Genere, il divario che ci fa perdere la partita

 

8 marzo, le mimose vanno bene purché servano a ricordare quanto la disparità di genere sia profonda e penalizzante per lo sviluppo, non solo economico, di ogni Paese. Una questione che riguarda molto da vicino l’Italia, visto che vantiamo il secondo più basso tasso di occupazione femminile in Europa e, a braccetto con Grecia e Repubblica Ceca, paghiamo il maggior differenziale di genere nel mondo del lavoro con 16-18 punti percentuali.

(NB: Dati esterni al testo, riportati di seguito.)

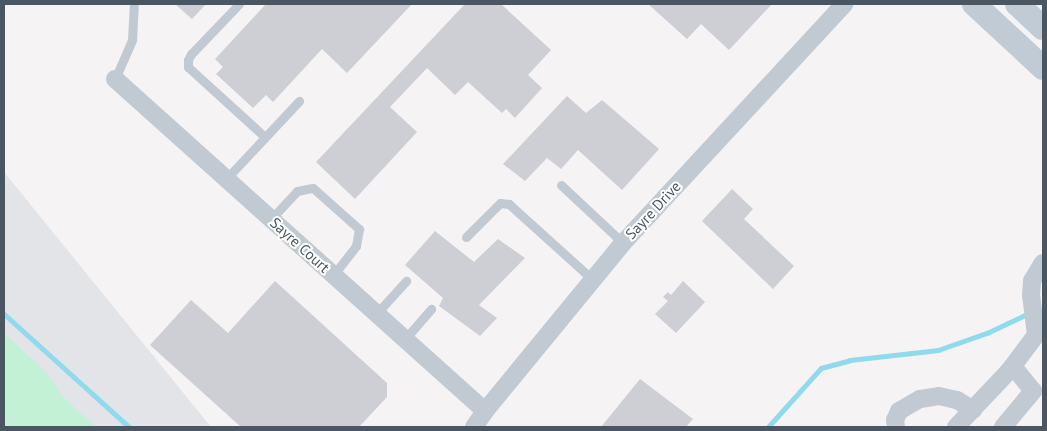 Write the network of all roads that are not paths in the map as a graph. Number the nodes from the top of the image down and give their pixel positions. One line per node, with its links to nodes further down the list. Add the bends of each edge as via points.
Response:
1 (134, 4): 8 (lane, via 132,40)
2 (239, 4): 10 (lane, via 191,54 188,67)
3 (974, 4): 7 (main road)
4 (1017, 4): 6 (main road)
5 (840, 5): 15 (street, Sayre Drive)
6 (1043, 28)
7 (1043, 68)
8 (115, 79): 11 (street, Sayre Court)
9 (299, 101): 10 (lane)
10 (265, 137): 11 (lane)
11 (226, 179): 13 (street, Sayre Court)
12 (561, 185): 15 (lane)
13 (271, 219): 17 (street, Sayre Court); 17 (lane, via 297,191 313,188 359,229 356,246)
14 (466, 237): 18 (lane, via 500,203 509,204)
15 (623, 243): 18 (street, Sayre Drive)
16 (1043, 264): 23 (street, via 1032,281 1036,335)
17 (333, 275): 21 (street, Sayre Court)
18 (592, 280): 25 (street, Sayre Drive)
19 (406, 281): 21 (lane)
20 (431, 309): 22 (lane)
21 (376, 314): 22 (street, Sayre Court)
22 (405, 340): 25 (street, Sayre Court)
23 (1013, 366): 24 (street); 29 (street, via 1034,392)
24 (973, 410): 27 (street, via 956,400 939,396 920,399 899,411); 28 (street)
25 (485, 411): 26 (street, Sayre Drive)
26 (474, 427)
27 (896, 427)
28 (956, 427)
29 (1003, 427)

Con uno squilibrio così è come cominciare deliberatamente una partita di calcio in dieci, anzi, in sei, visto che le donne rappresentano quasi la metà della popolazione mondiale. Non si può nemmeno immaginare di vincere.

Uno squilibrio ancora più incredibile se si pensa che le donne italiane sono mediamente più istruite degli uomini: il 53,8% ha un diploma o una laurea a fronte del 49,2 degli uomini. Tornando alla metafora calcistica, l’Italia decide di scendere in campo senza i suoi fuoriclasse, che fra l’altro si allenano mediamente di più dei compagni di squadra maschi: se si guarda alla popolazione in età attiva, la settimana lavorativa media, considerando sia il lavoro retribuito sia quello familiare, è di 39 ore e 30 minuti per gli uomini e di 46 ore e 52 minuti per le donne (pag 11-12, Il gusto per le cose giuste. Lettera alla generazione Z, Mondadori 2017).